● **THE TASK**
Please copy every line from the records below that contains the string "node".
+ + + + + + +
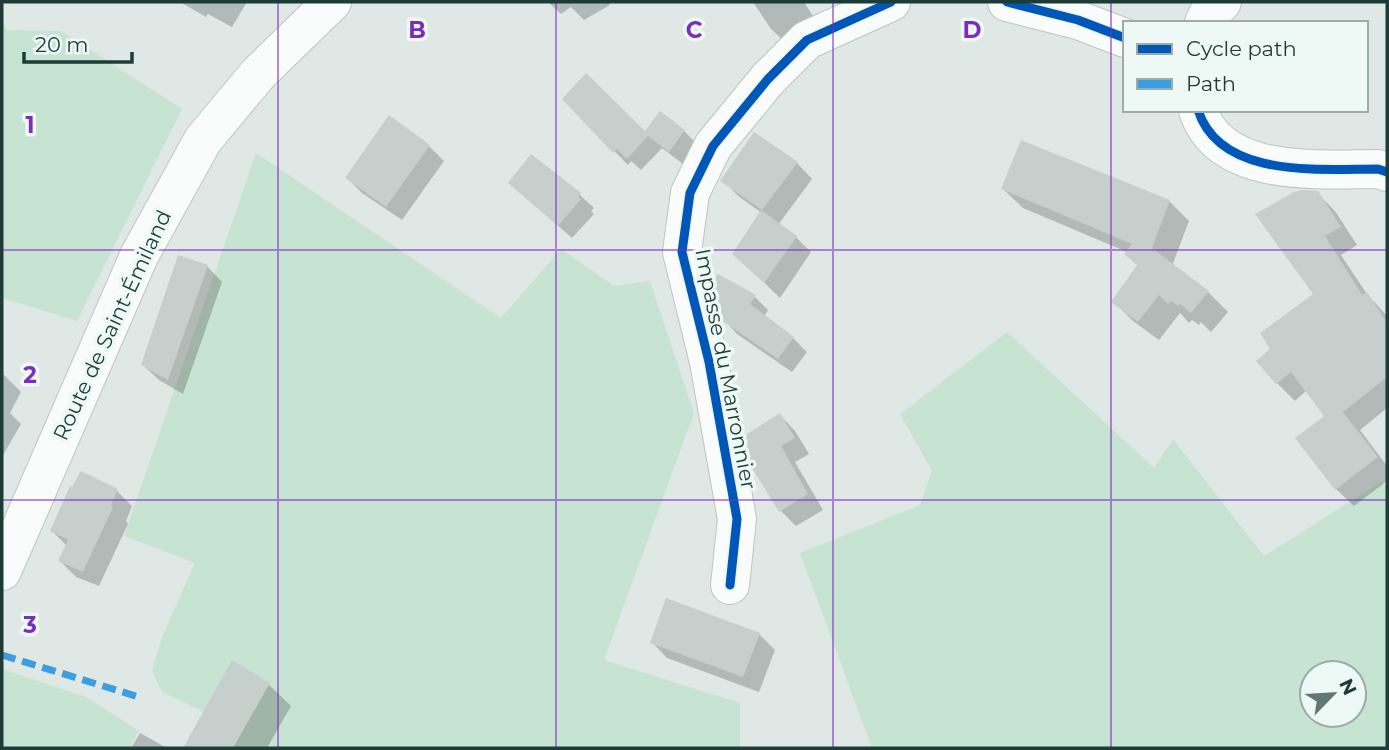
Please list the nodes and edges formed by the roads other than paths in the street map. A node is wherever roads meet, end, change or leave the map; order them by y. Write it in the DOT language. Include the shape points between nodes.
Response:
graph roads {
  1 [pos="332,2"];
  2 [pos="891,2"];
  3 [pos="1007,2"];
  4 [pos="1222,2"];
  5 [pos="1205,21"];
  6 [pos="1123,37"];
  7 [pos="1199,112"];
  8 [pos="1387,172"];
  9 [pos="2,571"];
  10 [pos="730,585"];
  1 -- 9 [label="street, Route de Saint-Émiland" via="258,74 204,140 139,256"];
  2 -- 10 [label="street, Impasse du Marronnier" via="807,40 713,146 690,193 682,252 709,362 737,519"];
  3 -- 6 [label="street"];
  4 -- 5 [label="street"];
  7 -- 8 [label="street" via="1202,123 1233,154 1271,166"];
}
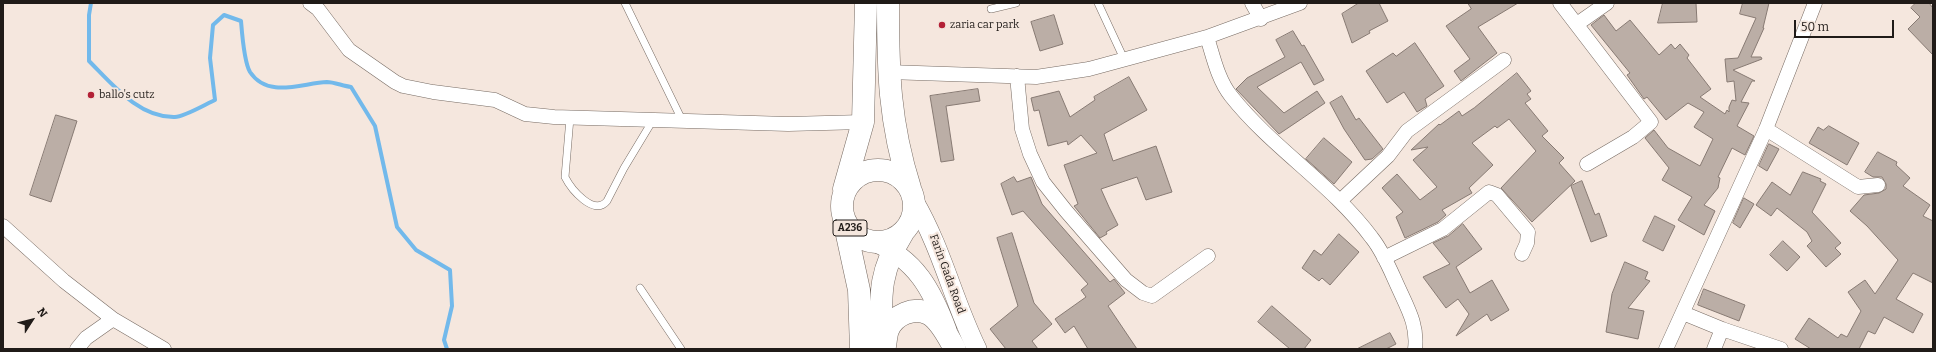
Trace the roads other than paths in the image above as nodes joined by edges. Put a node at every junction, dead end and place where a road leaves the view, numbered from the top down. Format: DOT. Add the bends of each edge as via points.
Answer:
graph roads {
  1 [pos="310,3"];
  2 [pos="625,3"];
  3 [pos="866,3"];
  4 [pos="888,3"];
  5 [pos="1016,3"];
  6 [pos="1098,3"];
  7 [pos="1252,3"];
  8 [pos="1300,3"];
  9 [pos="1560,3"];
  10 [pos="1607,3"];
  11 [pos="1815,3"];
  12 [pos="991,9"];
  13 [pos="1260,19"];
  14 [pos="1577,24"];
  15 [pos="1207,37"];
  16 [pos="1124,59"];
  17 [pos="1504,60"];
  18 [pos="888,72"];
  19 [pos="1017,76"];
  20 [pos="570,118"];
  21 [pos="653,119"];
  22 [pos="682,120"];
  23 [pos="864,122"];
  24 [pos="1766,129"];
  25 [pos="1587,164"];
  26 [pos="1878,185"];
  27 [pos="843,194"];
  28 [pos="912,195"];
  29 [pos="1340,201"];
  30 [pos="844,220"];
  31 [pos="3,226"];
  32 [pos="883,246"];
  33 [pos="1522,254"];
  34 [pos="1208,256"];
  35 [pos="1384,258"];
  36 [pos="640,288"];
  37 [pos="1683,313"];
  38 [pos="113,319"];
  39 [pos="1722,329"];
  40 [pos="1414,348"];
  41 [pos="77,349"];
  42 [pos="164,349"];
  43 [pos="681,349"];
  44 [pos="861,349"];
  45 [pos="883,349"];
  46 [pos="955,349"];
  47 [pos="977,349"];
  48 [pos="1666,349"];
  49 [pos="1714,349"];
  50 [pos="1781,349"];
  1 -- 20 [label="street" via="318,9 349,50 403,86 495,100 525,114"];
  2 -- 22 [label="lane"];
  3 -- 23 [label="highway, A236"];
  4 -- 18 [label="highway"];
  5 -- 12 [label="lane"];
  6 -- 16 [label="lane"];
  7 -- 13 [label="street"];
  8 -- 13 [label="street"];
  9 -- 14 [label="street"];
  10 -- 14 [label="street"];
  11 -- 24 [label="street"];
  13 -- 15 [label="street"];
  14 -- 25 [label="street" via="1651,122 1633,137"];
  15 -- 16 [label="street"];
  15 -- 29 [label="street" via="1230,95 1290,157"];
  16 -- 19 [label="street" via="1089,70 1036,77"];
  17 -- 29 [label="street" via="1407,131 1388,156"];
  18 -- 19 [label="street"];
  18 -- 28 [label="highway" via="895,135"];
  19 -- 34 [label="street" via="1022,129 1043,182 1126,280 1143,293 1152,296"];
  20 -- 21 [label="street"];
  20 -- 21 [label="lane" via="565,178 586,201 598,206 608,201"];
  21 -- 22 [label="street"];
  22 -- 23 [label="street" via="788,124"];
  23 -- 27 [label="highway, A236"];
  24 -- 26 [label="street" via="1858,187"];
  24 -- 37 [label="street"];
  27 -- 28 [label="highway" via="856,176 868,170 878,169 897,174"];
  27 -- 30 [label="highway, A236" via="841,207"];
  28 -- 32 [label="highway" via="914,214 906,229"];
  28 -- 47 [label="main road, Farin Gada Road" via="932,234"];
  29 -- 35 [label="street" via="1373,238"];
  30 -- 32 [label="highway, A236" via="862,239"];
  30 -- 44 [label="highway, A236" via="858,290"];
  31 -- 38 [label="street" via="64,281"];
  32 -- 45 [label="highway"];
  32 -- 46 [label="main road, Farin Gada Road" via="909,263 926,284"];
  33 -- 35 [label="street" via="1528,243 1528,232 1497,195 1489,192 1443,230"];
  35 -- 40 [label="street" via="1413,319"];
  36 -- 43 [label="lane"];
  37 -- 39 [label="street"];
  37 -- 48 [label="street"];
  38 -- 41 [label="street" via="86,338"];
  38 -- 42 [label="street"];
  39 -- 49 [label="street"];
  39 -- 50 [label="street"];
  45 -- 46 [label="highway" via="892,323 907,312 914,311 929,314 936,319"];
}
+ + + + + + +
● **ANSWER TO THIS EXERCISE**
Please list the nodes and edges formed by the roads other than paths in the street map. A node is wherever roads meet, end, change or leave the map; order them by y. Write it in the DOT language. Include the shape points between nodes.
Trace the roads other than paths in the image above as nodes joined by edges. Put a node at every junction, dead end and place where a road leaves the view, numbered from the top down. Format: DOT. Add the bends of each edge as via points.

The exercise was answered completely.